Humoral immunoprofiling identifies novel biomarkers and an immune suppressive autoantibody phenotype at the site of disease in pancreatic ductal adenocarcinoma

Pancreatic ductal adenocarcinoma (PDAC) is a heterogeneous cancer, with minimal response to therapeutic intervention and with 85% of cases diagnosed at an advanced stage due to lack of early symptoms, highlighting the importance of understanding PDAC immunology in greater detail. Here, we applied an immunoproteomic approach to investigate autoantibody responses against cancer-testis and tumor-associated antigens in PDAC using a high-throughput multiplexed protein microarray platform, comparing humoral immune responses in serum and at the site of disease in order to shed new light on immune responses in the tumor microenvironment. We simultaneously quantified serum or tissue IgG and IgA antibody isotypes and subclasses in a cohort of PDAC, disease control and healthy patients, observing inter alia that subclass utilization in tumor tissue samples was predominantly immune suppressive IgG4 and inflammatory IgA2, contrasting with predominant IgG3 and IgA1 subclass utilization in matched sera and implying local autoantibody production at the site of disease in an immune-tolerant environment. By comparison, serum autoantibody subclass profiling for the disease controls identified IgG4, IgG1, and IgA1 as the abundant subclasses. Combinatorial analysis of serum autoantibody responses identified panels of candidate biomarkers.

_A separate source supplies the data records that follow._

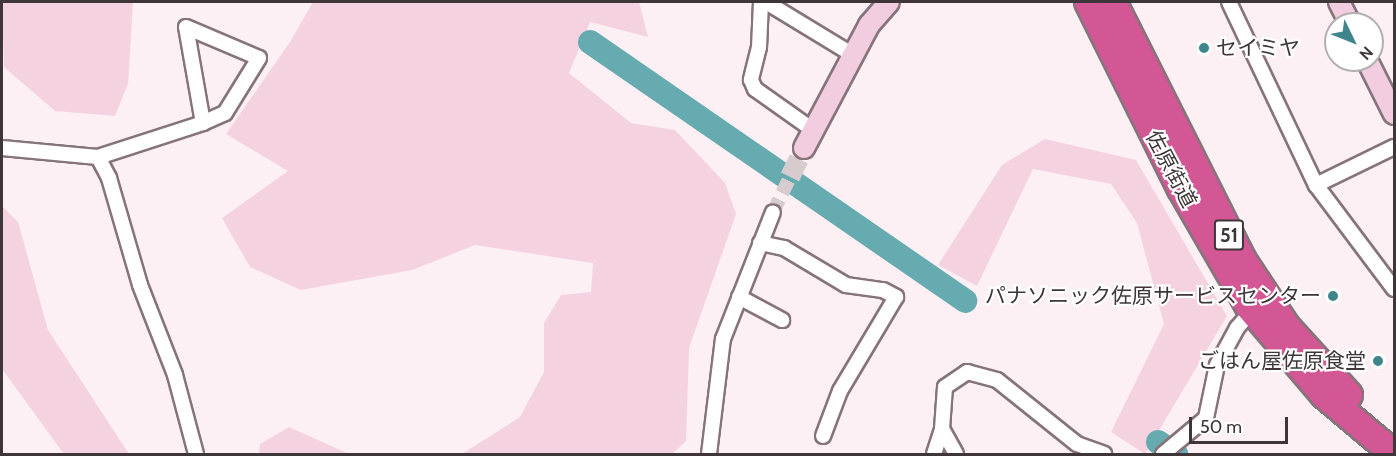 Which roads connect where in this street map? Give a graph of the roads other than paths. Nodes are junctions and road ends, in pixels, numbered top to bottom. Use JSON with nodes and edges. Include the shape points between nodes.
{"nodes":[{"id":1,"x":760,"y":2,"type":"edge"},
{"id":2,"x":766,"y":2,"type":"edge"},
{"id":3,"x":889,"y":2,"type":"edge"},
{"id":4,"x":1088,"y":2,"type":"edge"},
{"id":5,"x":1113,"y":2,"type":"edge"},
{"id":6,"x":1229,"y":2,"type":"edge"},
{"id":7,"x":853,"y":55,"type":"junction"},
{"id":8,"x":1373,"y":72,"type":"edge"},
{"id":9,"x":1395,"y":114,"type":"edge"},
{"id":10,"x":203,"y":123,"type":"junction"},
{"id":11,"x":809,"y":139,"type":"joint"},
{"id":12,"x":2,"y":145,"type":"edge"},
{"id":13,"x":1395,"y":147,"type":"edge"},
{"id":14,"x":98,"y":156,"type":"junction"},
{"id":15,"x":1316,"y":185,"type":"junction"},
{"id":16,"x":773,"y":212,"type":"tunnel mouth"},
{"id":17,"x":760,"y":243,"type":"junction"},
{"id":18,"x":1395,"y":289,"type":"edge"},
{"id":19,"x":739,"y":297,"type":"junction"},
{"id":20,"x":1252,"y":311,"type":"junction"},
{"id":21,"x":782,"y":320,"type":"dead end"},
{"id":22,"x":942,"y":429,"type":"junction"},
{"id":23,"x":1395,"y":433,"type":"edge"},
{"id":24,"x":823,"y":436,"type":"dead end"},
{"id":25,"x":196,"y":454,"type":"edge"},
{"id":26,"x":709,"y":454,"type":"edge"},
{"id":27,"x":934,"y":454,"type":"edge"},
{"id":28,"x":956,"y":454,"type":"edge"},
{"id":29,"x":1104,"y":454,"type":"edge"},
{"id":30,"x":1163,"y":454,"type":"edge"},
{"id":31,"x":1394,"y":454,"type":"edge"}],
"edges":[{"from":1,"to":11,"type":"street","via":[[759,47],[751,80],[755,89]]},
{"from":2,"to":7,"type":"street"},
{"from":3,"to":7,"type":"street","via":[[874,17]]},
{"from":4,"to":20,"type":"highway","name":"佐原街道","number":"51","via":[[1181,189]]},
{"from":5,"to":23,"type":"highway","name":"佐原街道","number":"51","via":[[1199,179],[1262,291],[1338,385]]},
{"from":6,"to":15,"type":"street"},
{"from":7,"to":11,"type":"street"},
{"from":8,"to":9,"type":"street"},
{"from":10,"to":10,"type":"street","via":[[195,81],[186,27],[259,58],[225,113]]},
{"from":10,"to":14,"type":"street"},
{"from":12,"to":14,"type":"street"},
{"from":13,"to":15,"type":"street"},
{"from":14,"to":25,"type":"street","via":[[109,178],[140,285],[175,375]]},
{"from":15,"to":18,"type":"street"},
{"from":16,"to":17,"type":"street"},
{"from":17,"to":19,"type":"street"},
{"from":17,"to":24,"type":"street","via":[[784,248],[846,285],[884,290],[896,297],[840,392]]},
{"from":19,"to":21,"type":"street"},
{"from":19,"to":26,"type":"street","via":[[723,339]]},
{"from":20,"to":30,"type":"street","via":[[1237,328],[1217,365],[1206,418]]},
{"from":20,"to":31,"type":"highway","name":"佐原街道","number":"51","via":[[1324,395]]},
{"from":22,"to":27,"type":"street"},
{"from":22,"to":28,"type":"street"},
{"from":22,"to":29,"type":"street","via":[[945,387],[967,372],[997,380],[1077,444]]}]}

The top IgG panel included ACVR2B, GAGE1, LEMD1, MAGEB1 and PAGE1 (sensitivity, specificity and AUC values of 0.933, 0.767 and 0.906). Conversely, the top IgA panel included AURKA, GAGE1, MAGEA10, PLEKHA5 and XAGE3aV1 (sensitivity, specificity, and AUC values of 1.000, 0.800, and 0.954). Assessment of antigen-specific serum autoantibody glycoforms revealed abundant sialylation on IgA in PDAC, consistent with an immune suppressive IgA response to disease.